You will need some inner-looping to remove all powers of each factor.

Some issues with factor checking

  • The power of 2 removal only removes the first of potentially many powers of 2 in the factorization.
  • So does the do i loop (which is really the factor).
  • The do i iterates by 1, which means you are checking even numbers. This does not need to be done after removing the 2 factors -- do i=3 to a by 2 … would be better
    • the upper limit of a numbers prime factor is sqrt(number)
    • if you don't want to compute sqrt, you can use number/2
    • regardless of the to you will be exiting the factorization loop when the number is reduced to 1, so to a is ok.
    • a smarter 'solver' will track dynamically known primes and test only those. If complete factorization is not achieved after checking the last known prime, you have to advance by 2

It makes sense to use variable names that correspond to their role in the solution -- so instead of i consider using factor. Certainly for personal code, you can use what names you want, but for code that will be maintained by you or others in the future the best practice is good variable names.

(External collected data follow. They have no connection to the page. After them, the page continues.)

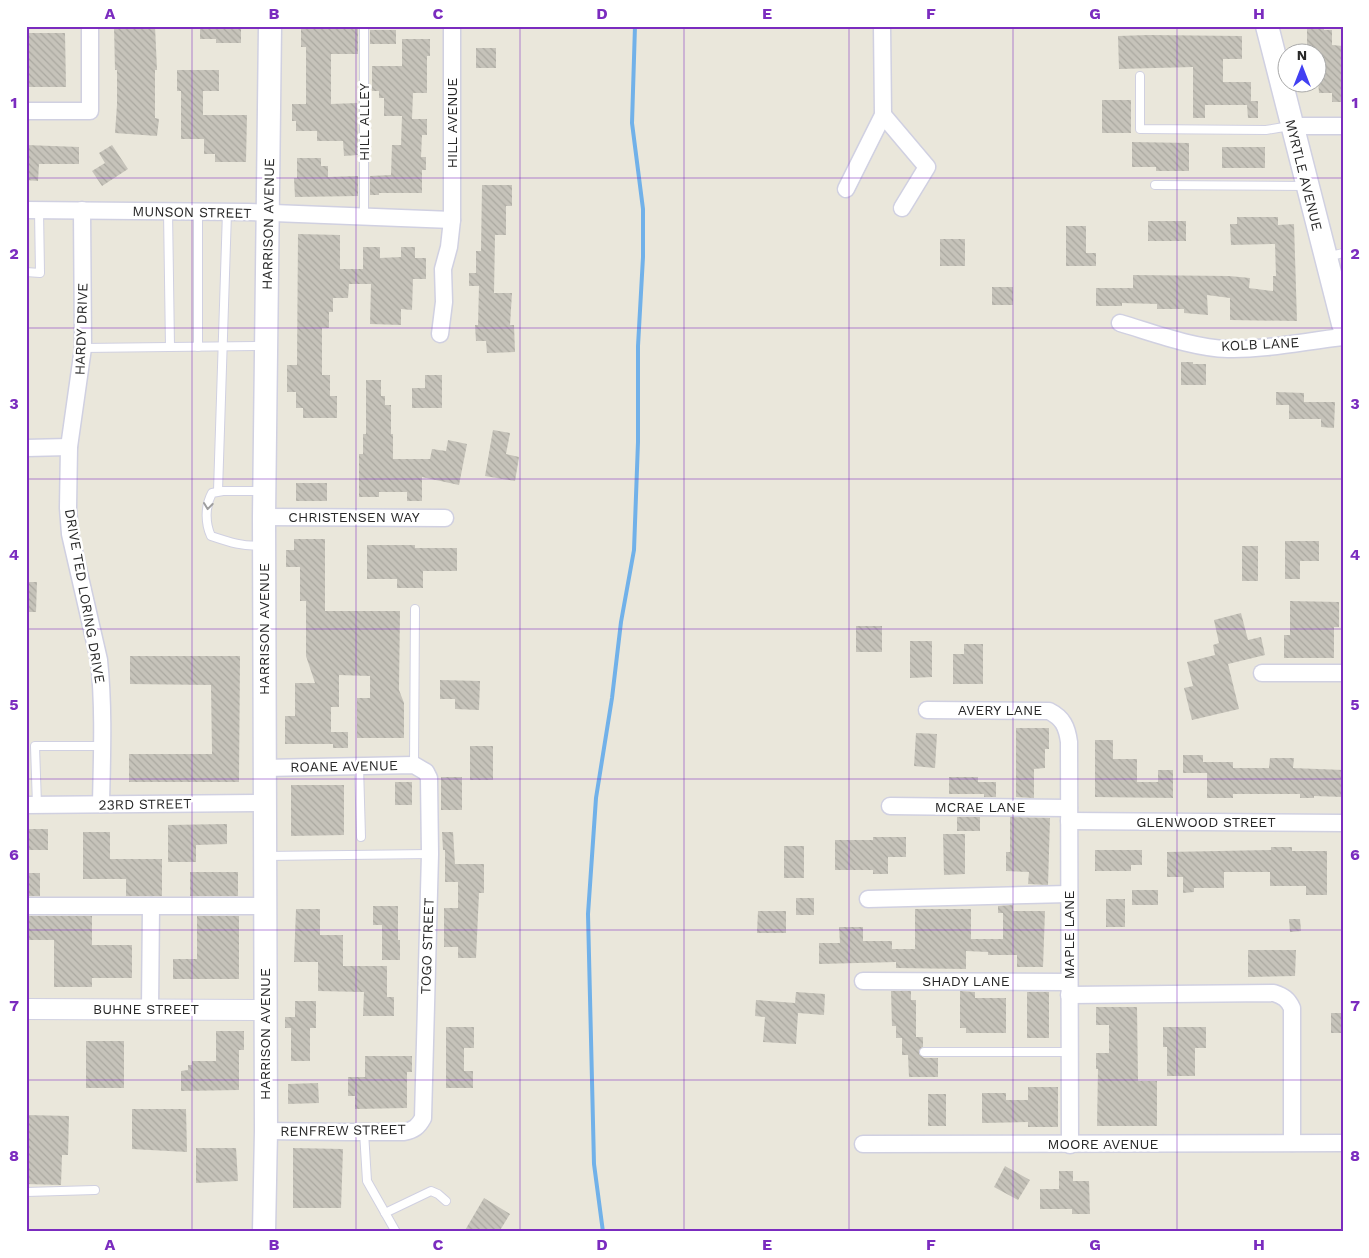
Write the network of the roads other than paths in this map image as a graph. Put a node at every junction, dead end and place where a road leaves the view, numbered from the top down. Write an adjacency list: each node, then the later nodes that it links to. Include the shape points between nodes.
1 (90, 26): 8 (street, via 90,111)
2 (270, 26): 21 (main road, HARRISON AVENUE)
3 (364, 26): 22 (lane, HILL ALLEY)
4 (452, 26): 23 (street, HILL AVENUE)
5 (882, 26): 9 (street)
6 (1267, 26): 10 (main road, MYRTLE AVENUE)
7 (1140, 76): 10 (lane, via 1140,129 1266,130)
8 (26, 111)
9 (883, 115): 14 (street); 15 (street, via 927,166)
10 (1292, 126): 11 (street); 13 (main road, MYRTLE AVENUE)
11 (1343, 126)
12 (1155, 185): 13 (lane)
13 (1306, 186): 24 (main road, MYRTLE AVENUE)
14 (846, 190)
15 (902, 208)
16 (33, 210): 17 (street, MUNSON STREET); 25 (lane, via 40,273)
17 (82, 210): 18 (street, MUNSON STREET); 34 (street, HARDY DRIVE)
18 (168, 211): 19 (street, MUNSON STREET); 31 (lane)
19 (198, 211): 20 (street, MUNSON STREET); 32 (lane)
20 (227, 212): 21 (street, MUNSON STREET); 33 (lane)
21 (268, 213): 22 (street, MUNSON STREET); 30 (main road, HARRISON AVENUE)
22 (364, 218): 23 (street, MUNSON STREET)
23 (452, 220): 28 (street, HILL AVENUE, via 443,269 444,302)
24 (1334, 255): 27 (main road, MYRTLE AVENUE)
25 (26, 272)
26 (1120, 323): 29 (street, KOLB LANE, via 1200,345 1228,349)
27 (1343, 324)
28 (440, 334)
29 (1343, 337)
30 (266, 346): 33 (lane); 38 (main road, HARRISON AVENUE)
31 (170, 347): 32 (lane); 34 (lane)
32 (198, 347): 33 (lane)
33 (224, 347): 37 (lane)
34 (83, 348): 35 (street, HARDY DRIVE)
35 (69, 447): 36 (street); 47 (street, DRIVE TED LORING DRIVE, via 68,520 99,660)
36 (26, 448)
37 (218, 491): 38 (lane); 41 (lane, one-way to 41, via 212,493 208,500 207,527 211,536 243,546)
38 (264, 491): 39 (main road, HARRISON AVENUE)
39 (264, 517): 40 (street, CHRISTENSEN WAY); 41 (main road, HARRISON AVENUE)
40 (445, 518)
41 (264, 546): 50 (main road, HARRISON AVENUE)
42 (414, 609): 49 (lane)
43 (1262, 673): 44 (street)
44 (1343, 673)
45 (927, 710): 46 (street, AVERY LANE, via 1050,711)
46 (1066, 726): 55 (street, MAPLE LANE)
47 (102, 746): 52 (street, DRIVE TED LORING DRIVE); 53 (lane, via 35,746)
48 (359, 766): 49 (street, ROANE AVENUE); 50 (street, ROANE AVENUE); 57 (lane)
49 (418, 767): 58 (street, TOGO STREET, via 429,778)
50 (264, 768): 51 (main road, HARRISON AVENUE)
51 (264, 803): 52 (street, 23RD STREET); 59 (main road, HARRISON AVENUE)
52 (101, 804): 53 (street, 23RD STREET)
53 (31, 805)
54 (890, 806): 55 (street, MCRAE LANE)
55 (1069, 815): 56 (street, GLENWOOD STREET); 60 (street, MAPLE LANE)
56 (1343, 823)
57 (362, 837)
58 (430, 854): 59 (lane); 72 (street, TOGO STREET, via 423,1118)
59 (264, 856): 64 (main road, HARRISON AVENUE)
60 (1069, 894): 61 (street); 66 (street, MAPLE LANE)
61 (868, 899)
62 (26, 906): 63 (street)
63 (150, 906): 64 (street); 68 (street)
64 (264, 906): 69 (main road, HARRISON AVENUE)
65 (862, 981): 66 (street, SHADY LANE)
66 (1069, 988): 71 (street, MAPLE LANE); 75 (street, SHADY LANE, via 1274,993 1282,996 1292,1008)
67 (26, 1009): 68 (street, BUHNE STREET)
68 (150, 1009): 69 (street, BUHNE STREET)
69 (265, 1010): 73 (main road, HARRISON AVENUE)
70 (924, 1052): 71 (lane)
71 (1069, 1052): 78 (street, MAPLE LANE)
72 (419, 1125): 74 (street, RENFREW STREET, via 411,1131)
73 (266, 1131): 74 (street, RENFREW STREET); 83 (main road, HARRISON AVENUE)
74 (364, 1132): 82 (lane, via 367,1181)
75 (1292, 1143): 76 (street, MOORE AVENUE); 78 (street, MOORE AVENUE)
76 (1343, 1143)
77 (863, 1144): 78 (street, MOORE AVENUE)
78 (1070, 1145)
79 (95, 1190): 80 (lane)
80 (26, 1192)
81 (446, 1201): 82 (lane, via 431,1191)
82 (385, 1213): 84 (lane)
83 (264, 1232)
84 (396, 1232)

In SAS, instead of hard-coding a single test value at the top of the DTA step, consider processing (prime factorizing) any number of numbers that are contained in a data set.

Looping in SAS is done with a variety of do code constructs

  • do … while(condition); …iterated-statements… end;
    • 0 or more loops - condition test is done before doing any iterate-statements
  • do … until(condition); … end;
    • 1 or more loops - condition test is done after doing iterated-statements
  • do index=from-value to to-value by by-value; … end;
    • index varies by equal steps and can be used as part of iterated-statements
    • to-value is computed once and can not be changed by the iterated-statements
    • while or until can be tacked onto do index= statement
    • to-value is optional, however will endless loop unless while or until is present, or at least one of the iterated-statements performs a leave statement

which you choose depends on the problem.

Make a data set of numbers to process

data numbers; input number; format number 16.; datalines;
64
720
30
600851475143
8462696833
10086647
6857
run;

Sample code

Inner-looping is used to remove factors that occur more than once.

Changed: Inner-inner looping (= -1, 1) is used to apply 6n+/-1 is may well be prime theorem to select possible factors.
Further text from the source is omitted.